The Crew, The Mind, Magic Maze and now Sky Team, each wonderful games that want you to sit down and shut up (ha ha). The premise is simple. Land a passenger airplane without talking. Isn’t that just the best...
The Crew, The Mind, Magic Maze and now Sky Team, each wonderful games that want you to sit down and shut up (ha ha). The premise is simple. Land a passenger airplane without talking. Isn’t that just the best pitch? We’ve all dreamed of being a pilot. Sky Team says - you can do that, without the ridiculous complexity of Flight Simulator and none of the dangers of real planing. Here’s our review.
What follows is a transcript of our video.
Sky Team asks a very simple question: have you ever wanted to land a passenger aeroplane? To which of course the answer is:
Elaine: NO! I don’t know the first thing about planing, I don’t want that kind of responsibility.
Efka: Relax, you’re not piloting an actual aeroplane, just a pretend board game one with dice. Let me show you how it works.
In Sky Team you and one other person will play as the pilot and co-pilot responsible for landing said aeroplane. You will do this by placing dice one at a time on this true to life accurate representation of a pilot’s dashboard.
There’s just one problem, just like in a real aeroplane, you’re not actually allowed to talk to each other. So that’s fun, but if that wasn’t enough, let me show you some other things you shouldn’t do.
Normally when we explain a board game, we like to start by telling you how you win, because that gives you context for what you’re trying to do. With Sky Team, I will instead be telling you how you lose.
This is the altitude track. It goes down by one at the end of every round.
If you haven’t reached the airport by the time it reaches zero - you crash and lose.
If you overshoot the airport at any point - you crash and lose.
If you don’t arrive at the airport before the last round - you crash and lose.

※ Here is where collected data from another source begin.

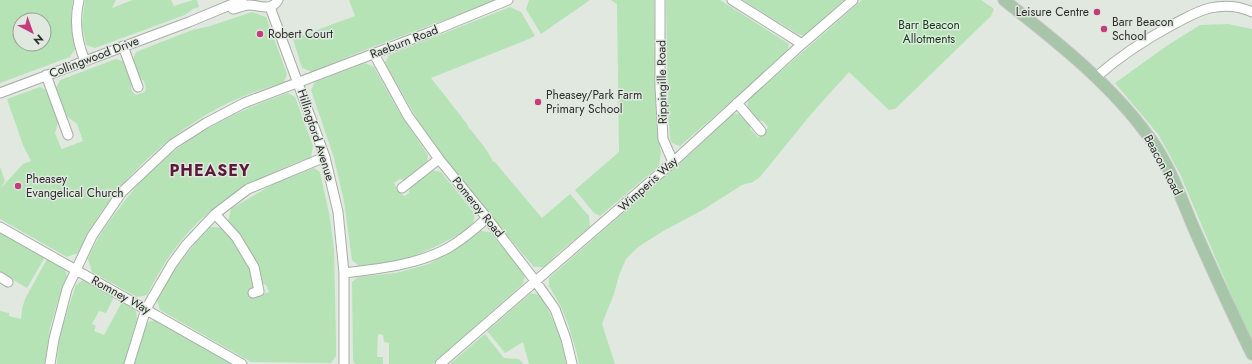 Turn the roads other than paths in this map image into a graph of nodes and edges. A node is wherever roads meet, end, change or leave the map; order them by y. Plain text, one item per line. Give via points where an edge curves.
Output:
1 (79, 0) edge
2 (242, 0) edge
3 (254, 0) edge
4 (278, 0) edge
5 (508, 0) edge
6 (660, 0) edge
7 (732, 0) edge
8 (854, 0) edge
9 (1004, 0) edge
10 (266, 7) junction
11 (1252, 12) edge
12 (189, 22) junction
13 (802, 44) junction
14 (123, 46) junction
15 (374, 54) junction
16 (85, 61) junction
17 (46, 75) junction
18 (1096, 77) junction
19 (298, 83) junction
20 (138, 86) dead end
21 (0, 93) edge
22 (737, 103) junction
23 (761, 131) dead end
24 (68, 135) dead end
25 (325, 157) junction
26 (439, 159) junction
27 (673, 162) junction
28 (402, 188) dead end
29 (215, 214) junction
30 (487, 218) junction
31 (0, 227) edge
32 (76, 270) junction
33 (344, 273) junction
34 (536, 282) junction
35 (259, 292) dead end
36 (146, 309) junction
37 (1252, 354) edge
38 (50, 364) edge
39 (129, 364) edge
40 (242, 364) edge
41 (344, 364) edge
42 (440, 364) edge
43 (572, 364) edge

1 - 16 street via 76,28
2 - 12 street, Collingwood Drive
3 - 10 street
4 - 10 street
5 - 15 street, Raeburn Road
6 - 27 street, Rippingille Road via 663,139
7 - 13 street
8 - 13 street, Wimperis Way
9 - 18 main road, Beacon Road
10 - 12 street, Collingwood Drive via 248,5
10 - 19 street, Hillingford Avenue
11 - 18 street via 1231,6 1211,8 1194,14 1120,57
12 - 14 street, Collingwood Drive
13 - 22 street, Wimperis Way
14 - 16 street, Collingwood Drive
14 - 20 street
15 - 19 street, Raeburn Road
15 - 26 street, Pomeroy Road via 408,116
16 - 17 street, Collingwood Drive
17 - 21 street, Collingwood Drive
17 - 24 street
18 - 37 main road, Beacon Road via 1146,132 1164,161
19 - 25 street, Hillingford Avenue
19 - 32 street, Raeburn Road via 244,102 173,144 122,192 92,236
22 - 23 street
22 - 27 street, Wimperis Way
25 - 29 street via 248,189
25 - 33 street, Hillingford Avenue via 338,212
26 - 28 street
26 - 30 street, Pomeroy Road
27 - 34 street, Wimperis Way
29 - 35 street via 236,237 254,268
29 - 36 street via 172,264
30 - 33 street via 447,248 414,261 374,270
30 - 34 street, Pomeroy Road
31 - 32 street, Romney Way
32 - 36 street, Romney Way
32 - 38 street, Raeburn Road via 60,314
33 - 41 street, Hillingford Avenue
34 - 42 street, Wimperis Way
34 - 43 street, Pomeroy Road via 555,309
36 - 39 street
36 - 40 street, Romney Way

As you fly towards the airport, there will be other aeroplanes in the way. You and your co-pilot can shoot them down from the sky with this radio action. If you fly over any of them - you crash and lose.
Let’s say your aeroplane reaches the airport on the penultimate round. On the last round it needs to have a speed equal or lower to your brakes value. If it doesn’t – you crash and lose.
Let’s say your aeroplane reaches the airport on the penultimate round and on the last round your speed is lower than your break value but you haven’t perfectly balanced out your plane - you crash and lose.
Let’s say your aeroplane reaches the airport on the penultimate round and on the last round your speed is lower than your break value and you balanced out your aeroplane, but you haven’t deployed all your flaps - you crash and lose.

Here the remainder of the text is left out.